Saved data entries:

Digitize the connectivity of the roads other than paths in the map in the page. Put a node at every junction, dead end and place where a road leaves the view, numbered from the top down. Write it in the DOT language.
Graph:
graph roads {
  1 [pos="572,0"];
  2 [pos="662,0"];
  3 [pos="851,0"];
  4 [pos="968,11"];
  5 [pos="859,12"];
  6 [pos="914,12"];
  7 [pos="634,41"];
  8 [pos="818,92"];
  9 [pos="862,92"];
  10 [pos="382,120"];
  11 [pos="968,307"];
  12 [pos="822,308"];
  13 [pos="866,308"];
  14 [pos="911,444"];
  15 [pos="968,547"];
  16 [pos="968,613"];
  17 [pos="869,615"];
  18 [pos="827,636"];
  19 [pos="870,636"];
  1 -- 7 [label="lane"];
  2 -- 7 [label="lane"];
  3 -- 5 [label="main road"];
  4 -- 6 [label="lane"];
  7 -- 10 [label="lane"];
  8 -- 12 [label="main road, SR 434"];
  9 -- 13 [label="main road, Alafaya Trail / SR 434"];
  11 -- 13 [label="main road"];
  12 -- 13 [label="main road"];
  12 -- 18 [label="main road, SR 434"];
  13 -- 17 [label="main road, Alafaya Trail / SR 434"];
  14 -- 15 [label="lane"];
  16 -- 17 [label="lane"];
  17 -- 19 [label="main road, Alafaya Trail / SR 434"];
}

● **Work instructions**
Down to the last line, return the data above exactly.

● **Written solution**
Digitize the connectivity of the roads other than paths in the map in the page. Put a node at every junction, dead end and place where a road leaves the view, numbered from the top down. Write it in the DOT language.
Graph:
graph roads {
  1 [pos="572,0"];
  2 [pos="662,0"];
  3 [pos="851,0"];
  4 [pos="968,11"];
  5 [pos="859,12"];
  6 [pos="914,12"];
  7 [pos="634,41"];
  8 [pos="818,92"];
  9 [pos="862,92"];
  10 [pos="382,120"];
  11 [pos="968,307"];
  12 [pos="822,308"];
  13 [pos="866,308"];
  14 [pos="911,444"];
  15 [pos="968,547"];
  16 [pos="968,613"];
  17 [pos="869,615"];
  18 [pos="827,636"];
  19 [pos="870,636"];
  1 -- 7 [label="lane"];
  2 -- 7 [label="lane"];
  3 -- 5 [label="main road"];
  4 -- 6 [label="lane"];
  7 -- 10 [label="lane"];
  8 -- 12 [label="main road, SR 434"];
  9 -- 13 [label="main road, Alafaya Trail / SR 434"];
  11 -- 13 [label="main road"];
  12 -- 13 [label="main road"];
  12 -- 18 [label="main road, SR 434"];
  13 -- 17 [label="main road, Alafaya Trail / SR 434"];
  14 -- 15 [label="lane"];
  16 -- 17 [label="lane"];
  17 -- 19 [label="main road, Alafaya Trail / SR 434"];
}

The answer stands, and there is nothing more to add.